My first time in these contents as well. I made a 80x45 maze with exactly 1000 dead ends in it. (It took a few tries to find the right seed.) I found it easier to generate the maze then to make it look good. (I wanted the image to be clear enough that people could solve it, but also make it look like it was made in Blender.)
It’s a rush to get the 1000-bulb-box marquee ready for the contest, so working late into the night my little yellow freestyle guys are back to help - although to be pure, I had to recreate them. The only external element is the license plate created in MSPaint. Also as an economy measure in these trying times, and due to supply chain issues - we left the contrasting bulb boxes empty rather than using a separate colour of bulb. (Technically 1001 boxes, I guess, if you include the tester box on the ground)
I finally added a video card (RTX 3060 V2)to my system and I have to say, it’s refreshing to generate this picture in 3 minutes when I tweak it, rather than waiting 20 or more minutes each time with the CPU. However it does encourage endless multiple tweaking.
pure
100% blender, 100% procedural
all geometry is geometry nodes
procedural starry background recycled from a previous project
cycles, 450 samples
there are 1000 little "1,000"s that draw up “#1,000”
@mem_dixy Not sure how you made this but I just did a quick count and there are exactly 1000 dead ends in this maze, indeed. (I consider a tile with three walls and only one entry a ‘dead end’.)
So this is an apartment complex whose address is 1000 and comes with some nice amenities for its guests that justify the name. There are about one thousand objects in this scene. Make sure you step back a little to get a proper viewing.
Heh no I did not count them manually. Though I am impressed @Helge was able to count to 1000 so quickly. (Thanks Helge for verifying that there are indeed 1000 dead ends.) I wrote a script that counted the same way though. Each cell with 3 walls on each side was a dead end.
How I made it was I first wrote a Python script to generate a maze using ASCII characters. (I used the Growing Tree algorithm.) That took me the first 2 days. The next day I spent trying to generate cubes without having hidden faces. Last day was spent trying to make it look decent and then render the scene.
Here I’ll upload the file for those that are interested. I initially had these as two separate scripts, but I tried to clean them up and merge them. (Only a little abuse of global variables.) When run outside of Blender it prints the maze as ASCII (and then crashes because no bpy import) and when run inside Blender it generate the maze as a mesh.
Really quick - subdivide, select some squares and extrude, bevel, colour, shade smooth… and Array so it looks bigger than the camera field of view… Then copy the two guys from my picture…

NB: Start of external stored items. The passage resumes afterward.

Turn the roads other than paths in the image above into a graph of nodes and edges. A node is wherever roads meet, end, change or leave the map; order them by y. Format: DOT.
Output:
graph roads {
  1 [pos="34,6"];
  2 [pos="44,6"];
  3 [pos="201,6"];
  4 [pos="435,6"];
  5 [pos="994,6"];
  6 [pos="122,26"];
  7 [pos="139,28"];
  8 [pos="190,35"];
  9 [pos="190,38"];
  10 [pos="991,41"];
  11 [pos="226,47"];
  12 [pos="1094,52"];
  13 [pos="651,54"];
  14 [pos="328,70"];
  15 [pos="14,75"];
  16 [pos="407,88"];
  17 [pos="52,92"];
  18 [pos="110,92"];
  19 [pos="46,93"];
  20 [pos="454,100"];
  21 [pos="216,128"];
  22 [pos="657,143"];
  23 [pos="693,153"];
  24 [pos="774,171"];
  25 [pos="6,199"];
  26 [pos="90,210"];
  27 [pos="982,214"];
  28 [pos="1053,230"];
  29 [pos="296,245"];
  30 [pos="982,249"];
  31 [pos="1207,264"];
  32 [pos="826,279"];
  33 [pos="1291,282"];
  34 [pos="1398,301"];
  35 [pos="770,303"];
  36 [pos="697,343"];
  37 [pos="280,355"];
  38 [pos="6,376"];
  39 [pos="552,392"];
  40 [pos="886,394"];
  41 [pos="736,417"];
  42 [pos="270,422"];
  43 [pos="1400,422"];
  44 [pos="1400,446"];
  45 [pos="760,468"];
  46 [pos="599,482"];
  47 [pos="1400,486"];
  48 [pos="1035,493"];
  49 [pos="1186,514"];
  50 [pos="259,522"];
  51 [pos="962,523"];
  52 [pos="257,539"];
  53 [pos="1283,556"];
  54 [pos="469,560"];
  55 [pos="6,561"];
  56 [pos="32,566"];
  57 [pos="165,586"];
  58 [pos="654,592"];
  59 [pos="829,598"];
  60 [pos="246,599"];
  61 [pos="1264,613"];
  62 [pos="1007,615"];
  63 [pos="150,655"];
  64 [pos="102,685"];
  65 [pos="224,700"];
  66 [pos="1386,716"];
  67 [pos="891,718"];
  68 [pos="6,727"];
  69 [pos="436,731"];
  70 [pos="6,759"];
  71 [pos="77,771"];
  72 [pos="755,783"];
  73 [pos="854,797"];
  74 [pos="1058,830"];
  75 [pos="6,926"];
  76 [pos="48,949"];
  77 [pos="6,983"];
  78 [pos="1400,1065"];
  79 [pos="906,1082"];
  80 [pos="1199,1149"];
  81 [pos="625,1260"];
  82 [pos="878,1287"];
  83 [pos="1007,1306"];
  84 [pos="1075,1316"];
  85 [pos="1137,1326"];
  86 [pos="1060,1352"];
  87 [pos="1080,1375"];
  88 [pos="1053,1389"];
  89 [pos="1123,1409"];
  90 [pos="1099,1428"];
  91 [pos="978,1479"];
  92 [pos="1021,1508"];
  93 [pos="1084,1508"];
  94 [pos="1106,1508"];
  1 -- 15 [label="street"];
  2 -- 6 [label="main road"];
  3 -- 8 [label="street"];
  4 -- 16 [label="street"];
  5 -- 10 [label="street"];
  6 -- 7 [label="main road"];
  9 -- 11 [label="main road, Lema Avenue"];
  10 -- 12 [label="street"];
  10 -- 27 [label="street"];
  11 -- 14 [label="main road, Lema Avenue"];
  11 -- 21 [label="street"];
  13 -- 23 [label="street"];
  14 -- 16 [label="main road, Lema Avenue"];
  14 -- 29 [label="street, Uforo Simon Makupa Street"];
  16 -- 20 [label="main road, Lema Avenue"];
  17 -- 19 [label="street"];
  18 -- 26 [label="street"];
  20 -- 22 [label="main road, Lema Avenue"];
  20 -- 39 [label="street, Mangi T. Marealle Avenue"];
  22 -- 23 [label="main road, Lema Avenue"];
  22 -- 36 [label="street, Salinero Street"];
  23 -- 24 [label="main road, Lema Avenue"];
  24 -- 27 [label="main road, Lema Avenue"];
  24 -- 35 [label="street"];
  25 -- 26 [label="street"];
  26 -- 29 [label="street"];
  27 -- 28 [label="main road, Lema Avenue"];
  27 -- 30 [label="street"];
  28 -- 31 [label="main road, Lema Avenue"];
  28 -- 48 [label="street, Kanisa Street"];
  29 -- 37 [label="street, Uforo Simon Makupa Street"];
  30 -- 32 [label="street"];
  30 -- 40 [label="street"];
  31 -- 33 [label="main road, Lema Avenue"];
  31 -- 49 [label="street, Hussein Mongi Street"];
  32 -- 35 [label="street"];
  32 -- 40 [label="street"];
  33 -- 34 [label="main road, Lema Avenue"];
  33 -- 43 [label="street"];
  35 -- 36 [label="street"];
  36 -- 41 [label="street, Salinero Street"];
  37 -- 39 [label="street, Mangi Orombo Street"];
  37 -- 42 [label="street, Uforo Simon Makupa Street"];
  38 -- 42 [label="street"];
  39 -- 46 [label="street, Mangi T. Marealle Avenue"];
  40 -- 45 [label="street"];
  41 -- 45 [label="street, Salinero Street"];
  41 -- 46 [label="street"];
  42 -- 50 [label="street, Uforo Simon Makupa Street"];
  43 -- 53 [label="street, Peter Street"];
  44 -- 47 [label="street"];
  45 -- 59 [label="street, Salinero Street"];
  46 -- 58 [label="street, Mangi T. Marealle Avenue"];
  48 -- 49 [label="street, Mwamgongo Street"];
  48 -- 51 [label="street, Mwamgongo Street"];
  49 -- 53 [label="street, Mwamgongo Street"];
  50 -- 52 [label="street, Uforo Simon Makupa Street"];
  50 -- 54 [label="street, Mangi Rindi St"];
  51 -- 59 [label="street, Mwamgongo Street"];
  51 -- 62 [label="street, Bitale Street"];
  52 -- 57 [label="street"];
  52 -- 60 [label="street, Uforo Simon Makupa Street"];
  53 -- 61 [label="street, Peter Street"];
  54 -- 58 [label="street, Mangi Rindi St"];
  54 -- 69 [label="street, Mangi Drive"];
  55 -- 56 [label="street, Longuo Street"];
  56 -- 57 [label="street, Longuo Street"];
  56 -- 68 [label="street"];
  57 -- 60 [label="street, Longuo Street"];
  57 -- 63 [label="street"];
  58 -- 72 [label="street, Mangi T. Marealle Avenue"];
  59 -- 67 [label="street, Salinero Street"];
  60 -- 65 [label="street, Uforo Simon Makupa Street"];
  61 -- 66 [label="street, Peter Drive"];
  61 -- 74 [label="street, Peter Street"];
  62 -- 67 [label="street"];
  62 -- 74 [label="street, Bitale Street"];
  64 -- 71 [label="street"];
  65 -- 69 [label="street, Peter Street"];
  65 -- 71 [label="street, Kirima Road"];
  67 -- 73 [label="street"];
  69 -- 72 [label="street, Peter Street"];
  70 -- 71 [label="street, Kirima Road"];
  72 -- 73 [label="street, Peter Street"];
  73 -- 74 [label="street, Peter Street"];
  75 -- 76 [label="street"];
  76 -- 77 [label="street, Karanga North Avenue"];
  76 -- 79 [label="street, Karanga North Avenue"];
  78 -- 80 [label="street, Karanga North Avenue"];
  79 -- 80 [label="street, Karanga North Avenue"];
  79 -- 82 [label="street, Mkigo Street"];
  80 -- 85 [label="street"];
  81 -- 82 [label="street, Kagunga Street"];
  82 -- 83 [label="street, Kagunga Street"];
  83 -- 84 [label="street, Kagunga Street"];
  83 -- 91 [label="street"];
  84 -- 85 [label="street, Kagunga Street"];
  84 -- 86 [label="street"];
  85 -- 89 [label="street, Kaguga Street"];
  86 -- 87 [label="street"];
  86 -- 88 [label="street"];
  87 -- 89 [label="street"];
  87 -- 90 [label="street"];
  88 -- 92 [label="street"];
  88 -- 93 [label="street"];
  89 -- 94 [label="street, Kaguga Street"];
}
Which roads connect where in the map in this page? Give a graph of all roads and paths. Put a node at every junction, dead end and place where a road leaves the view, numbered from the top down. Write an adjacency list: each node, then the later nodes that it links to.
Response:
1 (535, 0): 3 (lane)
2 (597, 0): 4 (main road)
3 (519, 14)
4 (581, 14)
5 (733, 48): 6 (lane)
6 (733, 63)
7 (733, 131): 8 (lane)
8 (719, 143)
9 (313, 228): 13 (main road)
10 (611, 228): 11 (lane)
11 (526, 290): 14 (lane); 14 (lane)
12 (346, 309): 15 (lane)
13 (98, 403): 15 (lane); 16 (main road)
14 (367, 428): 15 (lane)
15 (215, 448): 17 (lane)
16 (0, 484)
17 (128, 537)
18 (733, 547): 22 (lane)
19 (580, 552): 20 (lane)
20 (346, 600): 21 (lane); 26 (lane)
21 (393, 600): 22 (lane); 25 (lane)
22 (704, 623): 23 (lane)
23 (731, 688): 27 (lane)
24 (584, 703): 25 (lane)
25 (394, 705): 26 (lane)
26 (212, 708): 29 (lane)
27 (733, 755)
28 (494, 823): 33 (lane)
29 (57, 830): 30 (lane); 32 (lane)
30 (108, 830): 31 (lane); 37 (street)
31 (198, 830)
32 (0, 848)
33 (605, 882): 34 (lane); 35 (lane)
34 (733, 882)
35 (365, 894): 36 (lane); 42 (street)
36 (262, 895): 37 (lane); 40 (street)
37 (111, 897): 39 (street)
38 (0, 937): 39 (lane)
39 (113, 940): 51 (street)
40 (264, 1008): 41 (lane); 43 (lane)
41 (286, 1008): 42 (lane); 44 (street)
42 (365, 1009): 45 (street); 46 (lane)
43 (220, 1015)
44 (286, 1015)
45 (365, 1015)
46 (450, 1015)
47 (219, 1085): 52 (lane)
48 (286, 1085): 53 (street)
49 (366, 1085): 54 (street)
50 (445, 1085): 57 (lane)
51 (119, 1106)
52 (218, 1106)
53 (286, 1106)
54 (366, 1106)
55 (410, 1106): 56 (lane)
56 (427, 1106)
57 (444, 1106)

If they’re like some contestants on Amazing Race they’ll probably take all day and multiple tries.
Only 640 light bulbs :(, techniqually 641 if you count the one on the ground and 645 if you count the truck as well. I would have voted if there were 1000 bulbs… Good job though!
Well, as I said when I posted - there’s 1,000 boxes, but instead of a contrasting colour of bulb, for the contrasting colour those boxes were left empty due to supply chain constraints and because of budget issues. But 1,000 boxes meets the criteria.